Provided material:
··········

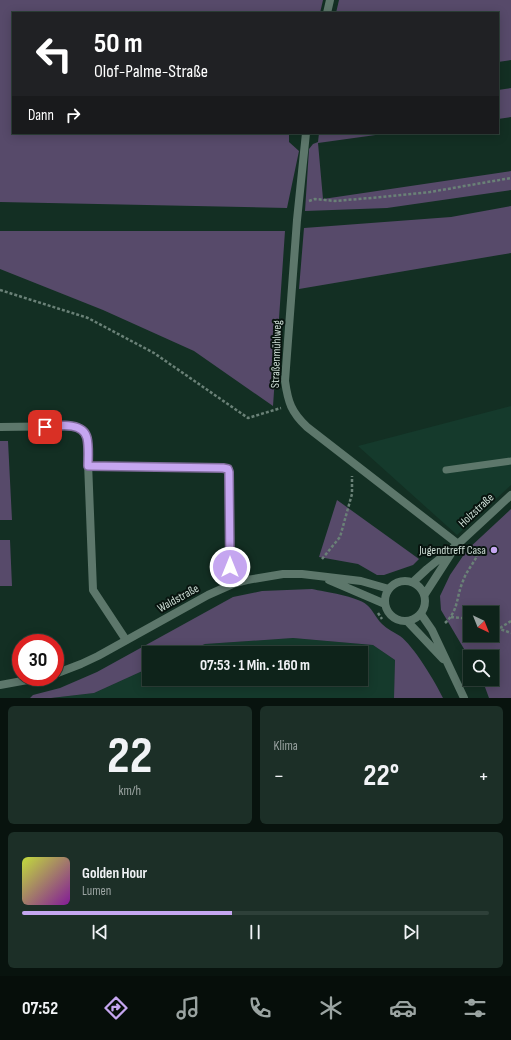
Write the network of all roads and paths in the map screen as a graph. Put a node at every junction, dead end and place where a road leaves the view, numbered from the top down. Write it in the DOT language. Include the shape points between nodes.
graph roads {
  1 [pos="330,0"];
  2 [pos="327,12"];
  3 [pos="306,134"];
  4 [pos="511,178"];
  5 [pos="299,202"];
  6 [pos="0,290"];
  7 [pos="290,406"];
  8 [pos="0,427"];
  9 [pos="511,461"];
  10 [pos="352,462"];
  11 [pos="88,466"];
  12 [pos="446,470"];
  13 [pos="511,495"];
  14 [pos="458,544"];
  15 [pos="467,548"];
  16 [pos="322,559"];
  17 [pos="321,577"];
  18 [pos="413,582"];
  19 [pos="235,583"];
  20 [pos="389,588"];
  21 [pos="425,594"];
  22 [pos="385,604"];
  23 [pos="421,614"];
  24 [pos="451,617"];
  25 [pos="463,618"];
  26 [pos="511,621"];
  27 [pos="408,622"];
  28 [pos="444,623"];
  29 [pos="500,629"];
  30 [pos="511,633"];
  31 [pos="126,640"];
  32 [pos="446,662"];
  33 [pos="64,671"];
  34 [pos="12,683"];
  35 [pos="0,685"];
  36 [pos="464,698"];
  1 -- 2 [label="street"];
  3 -- 5 [label="street, Straßenmühlweg"];
  4 -- 5 [label="path" via="430,192"];
  5 -- 7 [label="street, Straßenmühlweg" via="285,381"];
  6 -- 7 [label="path" via="88,318 154,353 248,418"];
  7 -- 10 [label="street, Straßenmühlweg" via="307,427"];
  8 -- 11 [label="street" via="74,426 83,430 87,437"];
  9 -- 12 [label="lane"];
  10 -- 14 [label="street, Straßenmühlweg"];
  10 -- 16 [label="path" via="352,494 345,522 340,537"];
  11 -- 19 [label="street" via="228,469 230,567"];
  11 -- 31 [label="street" via="93,590"];
  13 -- 14 [label="street, Holzstraße"];
  14 -- 18 [label="street, Holzstraße"];
  14 -- 21 [label="street, Holzstraße"];
  15 -- 24 [label="path" via="477,556 463,581"];
  17 -- 19 [label="street, Waldstraße" via="283,574"];
  17 -- 20 [label="street, Waldstraße" via="361,581"];
  17 -- 22 [label="street, Waldstraße"];
  18 -- 20 [label="street" via="400,582"];
  18 -- 21 [label="street"];
  19 -- 31 [label="street, Waldstraße"];
  20 -- 22 [label="street"];
  21 -- 23 [label="street" via="426,605"];
  22 -- 27 [label="street" via="391,616 399,621"];
  23 -- 27 [label="street"];
  23 -- 32 [label="street" via="432,630"];
  24 -- 25 [label="path"];
  24 -- 28 [label="path"];
  26 -- 29 [label="path"];
  27 -- 32 [label="street"];
  29 -- 30 [label="path"];
  31 -- 33 [label="street, Waldstraße"];
  32 -- 36 [label="street"];
  34 -- 35 [label="street"];
}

··········

Exercise description: Search the entries for "roads" and copy each matching line.

Final answer:
Write the network of all roads and paths in the map screen as a graph. Put a node at every junction, dead end and place where a road leaves the view, numbered from the top down. Write it in the DOT language. Include the shape points between nodes.
graph roads {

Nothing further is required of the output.